I ordered an Arabica blend from Papa New Guinea. The initial hit had been quite bright, but after I became acquainted with the initial taste, the fruity tones settled across the sides of my mouth, leaving the aroma of blueberry and blackberry in my mouth by the time that my gulp had settled down my throat. It was the first coffee that I have had in awhile, as I have been drinking tea made in my flat for the past couple of months. It was quite a refresh of the life that I had left behind.

Some people are talking about Brexit besides me. I probably should care about Brexit since I am here in the UK during Brexit negotiations. It is also a world event that has continuous headlines in the Wall Street Journal every now and then.
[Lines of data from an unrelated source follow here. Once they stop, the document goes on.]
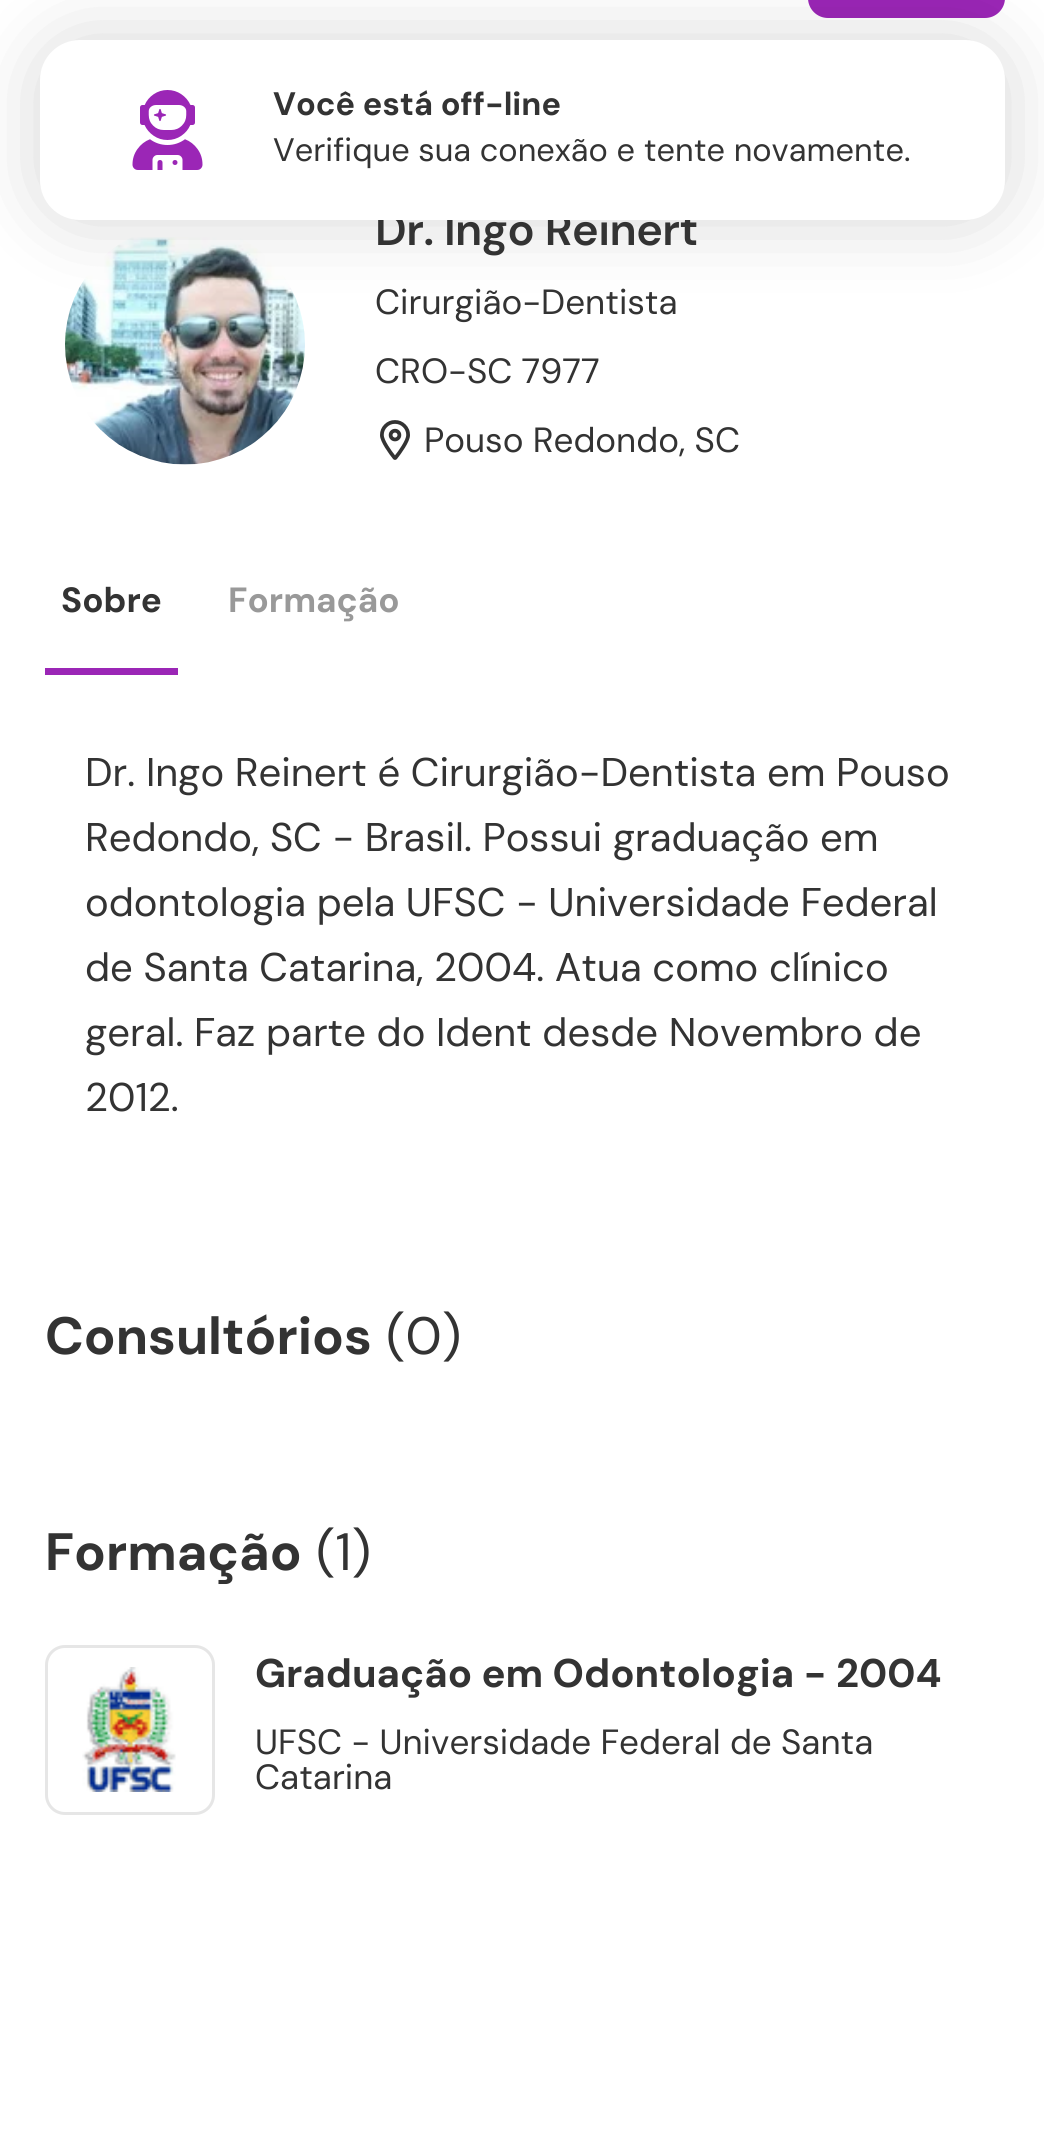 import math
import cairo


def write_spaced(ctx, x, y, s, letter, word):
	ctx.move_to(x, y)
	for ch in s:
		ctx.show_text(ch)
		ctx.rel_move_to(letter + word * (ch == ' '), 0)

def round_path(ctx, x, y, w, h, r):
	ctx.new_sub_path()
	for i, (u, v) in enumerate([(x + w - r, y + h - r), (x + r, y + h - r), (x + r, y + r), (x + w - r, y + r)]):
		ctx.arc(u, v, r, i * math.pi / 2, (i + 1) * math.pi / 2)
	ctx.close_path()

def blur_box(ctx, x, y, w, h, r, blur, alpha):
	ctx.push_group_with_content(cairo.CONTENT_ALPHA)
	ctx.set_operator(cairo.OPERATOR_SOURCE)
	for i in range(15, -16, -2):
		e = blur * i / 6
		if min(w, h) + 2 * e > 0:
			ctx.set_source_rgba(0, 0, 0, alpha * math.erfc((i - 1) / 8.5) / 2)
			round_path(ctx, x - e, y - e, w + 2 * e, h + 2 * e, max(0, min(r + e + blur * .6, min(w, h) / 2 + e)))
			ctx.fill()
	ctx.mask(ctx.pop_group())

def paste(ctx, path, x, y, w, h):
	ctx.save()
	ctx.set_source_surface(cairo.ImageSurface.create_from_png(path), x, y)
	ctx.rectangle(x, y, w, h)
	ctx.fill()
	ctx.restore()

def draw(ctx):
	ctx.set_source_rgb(1, 1, 1)
	ctx.paint()
	ctx.set_source_rgb(0.608, 0.149, 0.714)
	round_path(ctx, 809.5, -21.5, 194, 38, 18.5)
	ctx.fill_preserve()
	ctx.set_line_width(3)
	ctx.stroke()
	round_path(ctx, 41.5, 64.5, 962, 107, 18.5)
	ctx.set_source_rgb(0.953, 0.973, 0.98)
	ctx.stroke()
	paste(ctx, 'media/2.png', 65, 237, 240, 228)
	ctx.set_source_rgb(0, 0, 0)
	blur_box(ctx, 40, 40, 965, 180, 40, 40, 0.16)
	ctx.select_font_face('DM Sans SemiBold')
	ctx.set_font_size(45)
	ctx.set_source_rgb(0.2, 0.2, 0.2)
	write_spaced(ctx, 375, 245, 'Dr. Ingo Reinert', -0.5, 0)
	ctx.set_source_rgb(1, 1, 1)
	round_path(ctx, 40, 40, 965, 180, 40)
	ctx.fill()
	paste(ctx, 'media/1.png', 132, 90, 71, 80)
	ctx.select_font_face('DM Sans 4', cairo.FONT_SLANT_NORMAL, cairo.FONT_WEIGHT_BOLD)
	ctx.set_font_size(32.5)
	ctx.set_source_rgb(0.2, 0.2, 0.2)
	ctx.move_to(273, 115)
	ctx.show_text('Você está off-line')
	ctx.select_font_face('DM Sans 4')
	ctx.move_to(273, 161)
	ctx.show_text('Verifique sua conexão e tente novamente.')
	ctx.select_font_face('DM Sans')
	ctx.set_font_size(35)
	ctx.move_to(375, 314)
	ctx.show_text('Cirurgião-Dentista')
	ctx.move_to(375, 383)
	ctx.show_text('CRO-SC 7977')
	paste(ctx, 'media/3.png', 380, 420, 30, 40)
	ctx.move_to(424, 452)
	ctx.show_text('Pouso Redondo, SC')
	ctx.set_source_rgb(0.608, 0.149, 0.714)
	ctx.rectangle(45, 668, 133, 7)
	ctx.fill()
	ctx.select_font_face('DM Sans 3', cairo.FONT_SLANT_NORMAL, cairo.FONT_WEIGHT_BOLD)
	ctx.set_source_rgb(0.2, 0.2, 0.2)
	ctx.move_to(61, 612)
	ctx.show_text('Sobre')
	ctx.set_source_rgb(0.6, 0.6, 0.6)
	ctx.move_to(228, 612)
	ctx.show_text('Formação')
	ctx.select_font_face('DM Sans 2')
	ctx.set_font_size(40)
	ctx.set_source_rgb(0.2, 0.2, 0.2)
	for x, y, s in [
		(85, 786, 'Dr. Ingo Reinert é Cirurgião-Dentista em Pouso'),
		(85, 851, 'Redondo, SC - Brasil. Possui graduação em'),
		(85, 916, 'odontologia pela UFSC - Universidade Federal'),
		(85, 981, 'de Santa Catarina, 2004. Atua como clínico'),
		(85, 1046, 'geral. Faz parte do Ident desde Novembro de'),
		(85, 1111, '2012.'),
	]:
		ctx.move_to(x, y)
		ctx.show_text(s)
	ctx.select_font_face('DM Sans', cairo.FONT_SLANT_NORMAL, cairo.FONT_WEIGHT_BOLD)
	ctx.set_font_size(52.5)
	ctx.move_to(45, 1354)
	ctx.show_text('Consultórios')
	ctx.select_font_face('DM Sans 3')
	ctx.move_to(386, 1354)
	ctx.show_text('(0)')
	ctx.select_font_face('DM Sans', cairo.FONT_SLANT_NORMAL, cairo.FONT_WEIGHT_BOLD)
	ctx.move_to(45, 1570)
	ctx.show_text('Formação')
	ctx.select_font_face('DM Sans 3')
	ctx.move_to(316, 1570)
	ctx.show_text('(1)')
	round_path(ctx, 46.5, 1646.5, 167, 167, 18.5)
	ctx.set_source_rgb(0.902, 0.902, 0.902)
	ctx.stroke()
	paste(ctx, 'media/4.png', 82, 1667, 94, 125)
	ctx.select_font_face('DM Sans 2', cairo.FONT_SLANT_NORMAL, cairo.FONT_WEIGHT_BOLD)
	ctx.set_font_size(40)
	ctx.set_source_rgb(0.2, 0.2, 0.2)
	ctx.move_to(255, 1687)
	ctx.show_text('Graduação em Odontologia - 2004')
	ctx.select_font_face('DM Sans')
	ctx.set_font_size(35)
	ctx.move_to(255, 1754)
	ctx.show_text('UFSC - Universidade Federal de Santa')
	ctx.move_to(255, 1789)
	ctx.show_text('Catarina')


surface = cairo.ImageSurface(cairo.FORMAT_RGB24, 1044, 2135)
ctx = cairo.Context(surface)
options = cairo.FontOptions()
options.set_hint_metrics(cairo.HINT_METRICS_OFF)
options.set_hint_style(cairo.HINT_STYLE_NONE)
ctx.set_font_options(options)
ctx.set_miter_limit(4)
draw(ctx)
surface.write_to_png('image.png')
But, for some reason, I just don’t care, and I can’t convince myself to feel bad about that.

A couple of days later, I ordered an Ethiopian blend that supposedly had the same fruity tones, but I was unable to perceive them. It is in these moments I come to realize that there are limitations to my abilities to taste coffee. Or, perhaps, there is nothing to taste at all. It would seem that I am approaching the limits of subjective truth. Without the ability to perceive objective truth, I am at the limits of my existence as a mortal being.

While I sit here writing my essay on love, death, and violence in Romeo and Juliet, which encompasses almost all the topics in literature that I care about, I listen to the deep house track that plays in the background. Some conversations buzzed besides me. Some people in suits. The smell of cheese in the air. The window blowing from the glass door opened to my right. The loud whopping of two police sirens fading as quickly as they appeared. Life.
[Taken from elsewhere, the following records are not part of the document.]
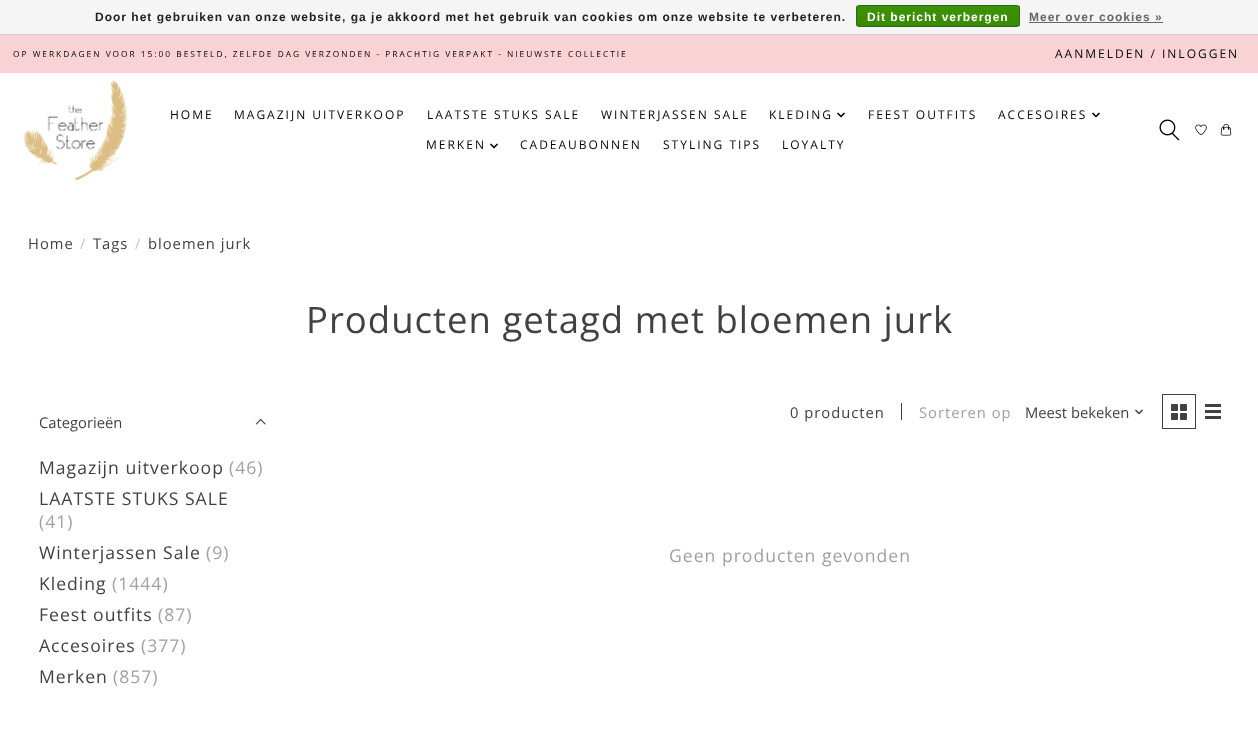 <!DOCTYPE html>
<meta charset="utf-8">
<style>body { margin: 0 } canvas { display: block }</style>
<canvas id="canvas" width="1258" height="732"></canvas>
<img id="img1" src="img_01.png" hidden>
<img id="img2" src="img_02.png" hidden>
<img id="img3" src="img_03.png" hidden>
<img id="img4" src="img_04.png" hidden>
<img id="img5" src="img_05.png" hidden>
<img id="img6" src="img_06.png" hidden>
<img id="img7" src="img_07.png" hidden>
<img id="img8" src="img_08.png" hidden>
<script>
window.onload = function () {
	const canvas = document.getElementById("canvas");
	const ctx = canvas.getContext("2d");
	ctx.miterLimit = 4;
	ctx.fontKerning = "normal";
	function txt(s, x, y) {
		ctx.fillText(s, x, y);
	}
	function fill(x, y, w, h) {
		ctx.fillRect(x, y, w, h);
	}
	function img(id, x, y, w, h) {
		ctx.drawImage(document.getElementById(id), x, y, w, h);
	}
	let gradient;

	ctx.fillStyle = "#FFFFFF";
	fill(0, 0, 1258, 732);
	ctx.fillStyle = "#F5F5F5";
	fill(0, 0, 1258, 34);
	ctx.fillStyle = "#CCCCCC";
	fill(0, 34, 1258, 1);
	ctx.save();
	ctx.beginPath();
	ctx.roundRect(856, 5, 164, 22, 3);
	ctx.clip();
	gradient = ctx.createLinearGradient(938, 6, 938, 26);
	gradient.addColorStop(0, "#3C9300");
	gradient.addColorStop(1, "#398A00");
	ctx.fillStyle = gradient;
	fill(856, 6, 164, 20);
	ctx.restore();
	ctx.beginPath();
	ctx.roundRect(856.5, 5.5, 163, 21, 2.5);
	ctx.strokeStyle = "#29691D";
	ctx.stroke();
	ctx.fillStyle = "#666666";
	fill(1029, 22, 134, 1);
	ctx.fillStyle = "#F8D2D4";
	fill(0, 35, 1258, 38);
	img("img1", 24, 80, 103, 100);
	img("img2", 837, 112, 8, 6);
	img("img2", 1092, 112, 8, 6);
	img("img2", 490, 143, 8, 6);
	img("img3", 1159, 119, 21, 22);
	img("img4", 1195, 124, 12, 12);
	img("img5", 1220, 124, 12, 12);
	img("img6", 255, 418, 11, 7);
	ctx.fillStyle = "#414141";
	fill(901, 403, 1, 17);
	img("img7", 1135, 409, 8, 6);
	ctx.strokeStyle = "#414141";
	ctx.strokeRect(1162.5, 394.5, 33, 34);
	img("img8", 1171, 404, 16, 16);
	fill(1205, 404, 16, 3);
	fill(1205, 410, 16, 3);
	fill(1205, 416, 16, 3);
	ctx.letterSpacing = "1px";
	ctx.font = "bold 12px Liberation Sans";
	ctx.fillStyle = "#222222";
	txt("Door het gebruiken van onze website, ga je akkoord met het gebruik van cookies om onze website te verbeteren.", 95, 21);
	ctx.fillStyle = "#FFFFFF";
	txt("Dit bericht verbergen", 867, 21);
	ctx.fillStyle = "#666666";
	txt("Meer over cookies »", 1029, 21);
	ctx.letterSpacing = "2px";
	ctx.font = "8.33px Open Sans";
	ctx.fillStyle = "#050505";
	txt("OP WERKDAGEN VOOR 15:00 BESTELD, ZELFDE DAG VERZONDEN - PRACHTIG VERPAKT - NIEUWSTE COLLECTIE", 13, 57);
	ctx.font = "12px Open Sans";
	txt("AANMELDEN / INLOGGEN", 1055, 58);
	txt("HOME", 170, 119);
	txt("MAGAZIJN UITVERKOOP", 234, 119);
	txt("LAATSTE STUKS SALE", 427, 119);
	txt("WINTERJASSEN SALE", 601, 119);
	txt("KLEDING", 769, 119);
	txt("FEEST OUTFITS", 868, 119);
	txt("ACCESOIRES", 998, 119);
	txt("MERKEN", 426, 149);
	txt("CADEAUBONNEN", 520, 149);
	txt("STYLING TIPS", 663, 149);
	txt("LOYALTY", 782, 149);
	ctx.letterSpacing = "1px";
	ctx.font = "14.75px Open Sans";
	ctx.fillStyle = "#414141";
	txt("Home", 28, 249);
	ctx.fillStyle = "#C6C6C6";
	txt("/", 80, 249);
	ctx.fillStyle = "#414141";
	txt("Tags", 93, 249);
	ctx.fillStyle = "#C6C6C6";
	txt("/", 135, 249);
	ctx.fillStyle = "#414141";
	txt("bloemen jurk", 148, 249);
	ctx.font = "36.5px Open Sans";
	txt("Producten getagd met bloemen jurk", 306, 333);
	ctx.letterSpacing = "0px";
	ctx.font = "14.75px Open Sans";
	txt("Categorieën", 39, 428);
	ctx.letterSpacing = "1px";
	ctx.font = "17.6px Open Sans";
	txt("Magazijn uitverkoop", 39, 474);
	ctx.fillStyle = "#A0A0A0";
	txt("(46)", 229, 474);
	ctx.fillStyle = "#414141";
	txt("LAATSTE STUKS SALE", 39, 505);
	ctx.fillStyle = "#A0A0A0";
	txt("(41)", 39, 528);
	ctx.fillStyle = "#414141";
	txt("Winterjassen Sale", 39, 559);
	ctx.fillStyle = "#A0A0A0";
	txt("(9)", 206, 559);
	ctx.fillStyle = "#414141";
	txt("Kleding", 39, 590);
	ctx.fillStyle = "#A0A0A0";
	txt("(1444)", 112, 590);
	ctx.fillStyle = "#414141";
	txt("Feest outfits", 39, 621);
	ctx.fillStyle = "#A0A0A0";
	txt("(87)", 158, 621);
	ctx.fillStyle = "#414141";
	txt("Accesoires", 39, 652);
	ctx.fillStyle = "#A0A0A0";
	txt("(377)", 141, 652);
	ctx.fillStyle = "#414141";
	txt("Merken", 39, 683);
	ctx.fillStyle = "#A0A0A0";
	txt("(857)", 113, 683);
	ctx.font = "14.75px Open Sans";
	ctx.fillStyle = "#414141";
	txt("0 producten", 790, 418);
	ctx.fillStyle = "#A0A0A0";
	txt("Sorteren op", 919, 418);
	ctx.letterSpacing = "0px";
	ctx.fillStyle = "#414141";
	txt("Meest bekeken", 1025, 418);
	ctx.letterSpacing = "1px";
	ctx.font = "17.6px Open Sans";
	ctx.fillStyle = "#A0A0A0";
	txt("Geen producten gevonden", 669, 562);
};
</script>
The counter had been littered also with a various bottles of alcohol, as the coffee shop converts into a bar at night. I appreciated the vibe — a space to serve coffee that turned into space to serve alcohol, if the integrity of the functionality of a coffee shop is maintained. I suppose it is quite a vibe — a coffee shop that turned into a bar at night. I wonder if there is anything quite the same in Philadelphia, which I have come to miss a bit by now.

Conspicuously littered across the entrance was a phrase, ‘#LEAVETHEHERD’. I suppose it really does justice to its name.